Gerve verifies that your user has access to the repository specified in the arguments. If you are the owner of the repository, no database lookups need to be performed, otherwise several SQL queries are made to determine permissions.
Once access has been verified, Gerve uses Chimney to look up the route for the owner of the repository. The goal now is to execute your original command on the proper file server and hook your local machine up to that process. What better way to do this than with another remote SSH execution!
I know it sounds crazy but it works great. Gerve simply uses exec(3) to replace itself with a call tossh git@<route> <command> <arg>. After this call, your client is hooked up to a process on a frontend machine which is, in turn, hooked up to a process on a file server.
Think of it this way: after determining permissions and the location of the repository, the frontend becomes a transparent proxy for the rest of the session. The only drawback to this approach is that the internal SSH is unnecessarily encumbered by the overhead of encryption/decryption when none is strictly required. It’s possible we may replace this this internal SSH call with something more efficient, but this approach is just too damn simple (and still very fast) to make me worry about it very much.
Tracing a Git Request
Performing public clones and pulls via Git is similar to how the SSH method works. Instead of using SSH for authentication and encryption, however, it relies on a server side Git Daemon. This daemon accepts connections, verifies the command to be run, and then uses fork(2) and exec(3) to spawn a worker that then becomes the command process.
With this in mind, I’ll show you how a public clone operation works.
First, your Git client issues a request containing the command and repository name you wish to clone. This request enters our system on the load balancer.
From there, the request is sent to one of the frontends. Each frontend runs four ProxyMachine instances behind HAProxy that act as routing proxies for the Git protocol. The proxy inspects the request and extracts the username (or gist name) of the repo. It then uses Chimney to lookup the route. If there is no route or any other error is encountered, the proxy speaks the Git protocol and sends back an appropriate messages to the client. Once the route is known, the repo name (e.g. mojombo/bert) is translated into its path on disk (e.g. a/a8/e2/95/mojombo/bert.git). On our old setup that had no proxies, we had to use a modified daemon that could convert the user/repo into the correct filepath. By doing this step in the proxy, we can now use an unmodified daemon, allowing for a much easier upgrade path.
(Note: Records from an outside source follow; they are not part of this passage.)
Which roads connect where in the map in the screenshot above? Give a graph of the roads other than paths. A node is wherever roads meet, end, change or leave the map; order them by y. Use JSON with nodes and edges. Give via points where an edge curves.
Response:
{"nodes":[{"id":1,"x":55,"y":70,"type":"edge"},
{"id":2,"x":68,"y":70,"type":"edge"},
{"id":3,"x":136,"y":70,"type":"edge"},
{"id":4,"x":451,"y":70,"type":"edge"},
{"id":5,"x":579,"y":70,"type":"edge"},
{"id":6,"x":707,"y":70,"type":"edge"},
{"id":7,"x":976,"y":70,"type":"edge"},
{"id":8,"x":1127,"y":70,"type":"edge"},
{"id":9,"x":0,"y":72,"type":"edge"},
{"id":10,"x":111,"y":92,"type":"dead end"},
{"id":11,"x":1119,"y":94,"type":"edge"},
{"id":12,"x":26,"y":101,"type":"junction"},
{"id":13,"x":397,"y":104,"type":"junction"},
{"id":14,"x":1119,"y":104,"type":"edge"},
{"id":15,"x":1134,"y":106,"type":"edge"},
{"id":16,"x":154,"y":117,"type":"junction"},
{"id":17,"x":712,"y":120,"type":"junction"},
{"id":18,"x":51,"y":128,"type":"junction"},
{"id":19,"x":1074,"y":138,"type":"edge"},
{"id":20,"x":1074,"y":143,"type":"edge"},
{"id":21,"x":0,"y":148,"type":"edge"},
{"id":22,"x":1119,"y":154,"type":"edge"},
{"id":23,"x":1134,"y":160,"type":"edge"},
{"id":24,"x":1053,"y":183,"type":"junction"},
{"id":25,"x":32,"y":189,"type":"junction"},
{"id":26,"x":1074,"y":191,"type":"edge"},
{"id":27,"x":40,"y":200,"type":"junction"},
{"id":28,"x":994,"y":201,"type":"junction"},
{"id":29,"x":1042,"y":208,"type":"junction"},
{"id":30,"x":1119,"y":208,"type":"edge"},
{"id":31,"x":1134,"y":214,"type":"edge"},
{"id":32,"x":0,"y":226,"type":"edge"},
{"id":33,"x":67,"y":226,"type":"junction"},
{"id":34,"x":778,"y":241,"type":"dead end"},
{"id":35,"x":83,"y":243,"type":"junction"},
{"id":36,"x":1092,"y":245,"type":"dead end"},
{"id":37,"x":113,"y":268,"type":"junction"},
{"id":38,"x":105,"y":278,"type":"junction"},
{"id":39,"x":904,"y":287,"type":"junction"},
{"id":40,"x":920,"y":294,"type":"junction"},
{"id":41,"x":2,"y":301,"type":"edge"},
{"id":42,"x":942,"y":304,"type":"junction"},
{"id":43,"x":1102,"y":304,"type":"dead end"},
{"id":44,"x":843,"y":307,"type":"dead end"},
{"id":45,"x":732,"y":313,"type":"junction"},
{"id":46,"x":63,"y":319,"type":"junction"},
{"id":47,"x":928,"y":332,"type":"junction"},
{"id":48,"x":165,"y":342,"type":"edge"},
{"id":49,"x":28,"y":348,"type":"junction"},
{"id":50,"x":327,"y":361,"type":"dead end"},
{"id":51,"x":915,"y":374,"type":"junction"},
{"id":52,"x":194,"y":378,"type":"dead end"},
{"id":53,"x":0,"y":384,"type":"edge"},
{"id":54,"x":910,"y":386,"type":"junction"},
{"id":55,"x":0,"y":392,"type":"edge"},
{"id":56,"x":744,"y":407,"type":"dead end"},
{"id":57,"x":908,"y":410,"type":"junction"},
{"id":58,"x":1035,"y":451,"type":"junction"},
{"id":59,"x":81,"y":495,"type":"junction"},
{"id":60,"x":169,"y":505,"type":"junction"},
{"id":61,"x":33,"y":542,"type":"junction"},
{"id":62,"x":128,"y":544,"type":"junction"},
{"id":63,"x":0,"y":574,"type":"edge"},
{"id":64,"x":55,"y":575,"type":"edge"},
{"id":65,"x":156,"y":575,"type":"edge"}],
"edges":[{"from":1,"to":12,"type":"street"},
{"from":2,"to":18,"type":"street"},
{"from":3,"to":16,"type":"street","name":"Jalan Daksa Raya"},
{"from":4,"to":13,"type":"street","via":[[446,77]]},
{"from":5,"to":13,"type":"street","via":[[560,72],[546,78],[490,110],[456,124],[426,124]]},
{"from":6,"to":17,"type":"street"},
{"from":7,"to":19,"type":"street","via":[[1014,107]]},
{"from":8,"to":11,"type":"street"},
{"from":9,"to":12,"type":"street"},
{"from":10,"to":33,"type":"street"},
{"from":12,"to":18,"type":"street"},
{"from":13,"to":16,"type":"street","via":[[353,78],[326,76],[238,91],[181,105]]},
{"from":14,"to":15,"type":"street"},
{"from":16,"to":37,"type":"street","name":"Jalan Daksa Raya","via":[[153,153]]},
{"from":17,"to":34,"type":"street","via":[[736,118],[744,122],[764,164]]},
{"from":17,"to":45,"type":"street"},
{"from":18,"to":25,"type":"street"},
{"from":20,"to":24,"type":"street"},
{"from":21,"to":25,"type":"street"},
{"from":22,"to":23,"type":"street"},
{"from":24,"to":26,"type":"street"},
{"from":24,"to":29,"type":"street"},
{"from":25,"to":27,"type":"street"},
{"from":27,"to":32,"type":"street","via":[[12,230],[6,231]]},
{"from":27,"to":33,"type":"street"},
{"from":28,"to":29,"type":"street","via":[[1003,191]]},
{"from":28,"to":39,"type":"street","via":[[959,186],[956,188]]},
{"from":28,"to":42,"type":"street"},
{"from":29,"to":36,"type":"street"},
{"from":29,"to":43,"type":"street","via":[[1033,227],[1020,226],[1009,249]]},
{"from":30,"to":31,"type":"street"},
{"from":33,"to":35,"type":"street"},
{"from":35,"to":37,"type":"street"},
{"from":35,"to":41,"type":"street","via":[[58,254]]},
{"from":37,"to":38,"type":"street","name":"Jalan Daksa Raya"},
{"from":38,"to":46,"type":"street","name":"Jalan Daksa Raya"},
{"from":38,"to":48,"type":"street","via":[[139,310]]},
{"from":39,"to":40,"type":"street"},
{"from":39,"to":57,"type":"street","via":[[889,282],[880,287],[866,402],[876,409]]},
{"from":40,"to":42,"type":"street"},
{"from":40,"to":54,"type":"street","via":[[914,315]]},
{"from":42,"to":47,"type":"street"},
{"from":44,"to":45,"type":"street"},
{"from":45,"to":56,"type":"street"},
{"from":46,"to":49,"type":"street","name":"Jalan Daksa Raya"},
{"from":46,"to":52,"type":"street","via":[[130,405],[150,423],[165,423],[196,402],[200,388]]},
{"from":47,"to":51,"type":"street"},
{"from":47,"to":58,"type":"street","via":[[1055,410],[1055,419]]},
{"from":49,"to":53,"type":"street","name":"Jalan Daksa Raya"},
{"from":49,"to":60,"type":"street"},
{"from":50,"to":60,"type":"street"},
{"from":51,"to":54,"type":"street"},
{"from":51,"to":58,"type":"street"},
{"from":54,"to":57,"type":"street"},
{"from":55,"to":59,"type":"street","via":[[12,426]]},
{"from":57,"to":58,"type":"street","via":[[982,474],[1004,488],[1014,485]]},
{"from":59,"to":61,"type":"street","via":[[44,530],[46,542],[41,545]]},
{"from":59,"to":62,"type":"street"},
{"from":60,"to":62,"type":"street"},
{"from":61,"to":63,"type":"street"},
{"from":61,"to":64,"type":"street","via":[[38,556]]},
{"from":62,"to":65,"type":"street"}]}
Next, the Git proxy establishes a transparent proxy with the proper file server and sends the modified request (with the converted repository path). Each file server runs two Git Daemon processes behind HAProxy. The daemon speaks the pack file protocol and streams data back through the Git proxy and directly to your Git client.
Once your client has all the data, you’ve cloned the repository and can get to work!
Sub- and Side-Systems
In addition to the primary web application and Git hosting systems, we also run a variety of other sub-systems and side-systems. Sub-systems include the job queue, archive downloads, billing, mirroring, and the svn importer. Side-systems include GitHub Pages, Gist, gem server, and a bunch of internal tools. You can look forward to explanations of how some of these work within the new architecture, and what new technologies we’ve created to help our application run more smoothly.
Conclusion
The architecture outlined here has allowed us to properly scale the site and resulted in massive performance increases across the entire site. Our average Rails response time on our previous setup was anywhere from 500ms to several seconds depending on how loaded the slices were. Moving to bare metal and federated storage on Rackspace has brought our average Rails response time to consistently under 100ms. In addition, the job queue now has no problem keeping up with the 280,000 background jobs we process every day. We still have plenty of headroom to grow with the current set of hardware, and when the time comes to add more machines, we can add new servers on any tier with ease. I’m very pleased with how well everything is working, and if you’re like me, you’re enjoying the new and improved GitHub every day!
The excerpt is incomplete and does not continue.